The study has strengths in examining a population–based cohort in an Asian setting that encompassed a heterogeneous mix of population characteristics, rather than a selected population of diseased or institutionalized individuals. With computerized record linkage to the National Death Registry, the ascertainment for the occurrence and date of death is virtually complete and accurate for all–cause mortality. The model estimates of the relationships between various risk factors and mortality were robust, from including multiple confounding co–variables in the models. Nevertheless, there remains a possibility of residual confounding by unmeasured variables such as cognitive status.

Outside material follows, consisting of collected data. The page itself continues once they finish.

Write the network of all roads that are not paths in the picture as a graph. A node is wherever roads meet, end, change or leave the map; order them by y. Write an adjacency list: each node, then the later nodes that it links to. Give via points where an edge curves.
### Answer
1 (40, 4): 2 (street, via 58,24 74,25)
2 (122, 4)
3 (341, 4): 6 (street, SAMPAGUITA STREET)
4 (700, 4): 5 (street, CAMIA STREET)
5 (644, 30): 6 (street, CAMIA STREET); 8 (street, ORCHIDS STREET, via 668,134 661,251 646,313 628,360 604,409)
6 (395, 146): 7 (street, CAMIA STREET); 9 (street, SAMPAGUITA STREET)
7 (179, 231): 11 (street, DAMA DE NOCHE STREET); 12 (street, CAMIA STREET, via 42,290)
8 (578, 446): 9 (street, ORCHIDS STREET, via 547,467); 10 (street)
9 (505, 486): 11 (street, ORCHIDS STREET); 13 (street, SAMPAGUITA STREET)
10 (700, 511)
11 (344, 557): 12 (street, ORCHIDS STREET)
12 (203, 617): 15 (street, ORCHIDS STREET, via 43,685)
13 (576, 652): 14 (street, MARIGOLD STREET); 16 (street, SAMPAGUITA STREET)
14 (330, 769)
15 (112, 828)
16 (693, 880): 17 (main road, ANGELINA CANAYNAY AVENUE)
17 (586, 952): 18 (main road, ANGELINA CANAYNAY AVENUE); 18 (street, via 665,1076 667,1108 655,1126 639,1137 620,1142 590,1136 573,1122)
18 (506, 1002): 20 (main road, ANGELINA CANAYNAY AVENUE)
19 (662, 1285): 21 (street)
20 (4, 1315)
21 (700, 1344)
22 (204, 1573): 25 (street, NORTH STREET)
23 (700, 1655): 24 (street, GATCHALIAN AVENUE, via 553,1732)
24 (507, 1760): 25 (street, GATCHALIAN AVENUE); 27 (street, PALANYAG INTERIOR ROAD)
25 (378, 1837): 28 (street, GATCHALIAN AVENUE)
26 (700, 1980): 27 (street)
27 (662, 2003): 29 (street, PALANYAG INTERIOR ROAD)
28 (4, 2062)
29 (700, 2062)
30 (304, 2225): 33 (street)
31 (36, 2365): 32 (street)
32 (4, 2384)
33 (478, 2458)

The findings in this study have important implications for rapidly ageing populations in Asia and elsewhere which are at various stages of socio–economic development while meeting the mounting challenges of healthcare and social services for their ageing population. For example, countries like China and Indonesia are “growing older without becoming rich”, whereas countries like Singapore. Taiwan and Korea are “growing older but are becoming rich”. Asian countries also differ substantially on their health and long–term care support systems for their elderly populations, among themselves and from Western countries. Given the scarcity of such studies in Asia, the excess mortality risk associated with living alone observed among elderly people living in Singapore is therefore noteworthy in the context of its high level of economic development, but facing challenges and dilemmas in providing long–term care to its escalating numbers of elderly people. The same challenges are faced by other Asian countries such as Taiwan or Korea which have national insurance for health services or long–term care.

Conclusions

In conclusion, living alone was found to be associated with increased mortality, independently of marital, health and other variables. The impact of living alone on mortality appeared to be stronger among men and those who were single, divorced or married.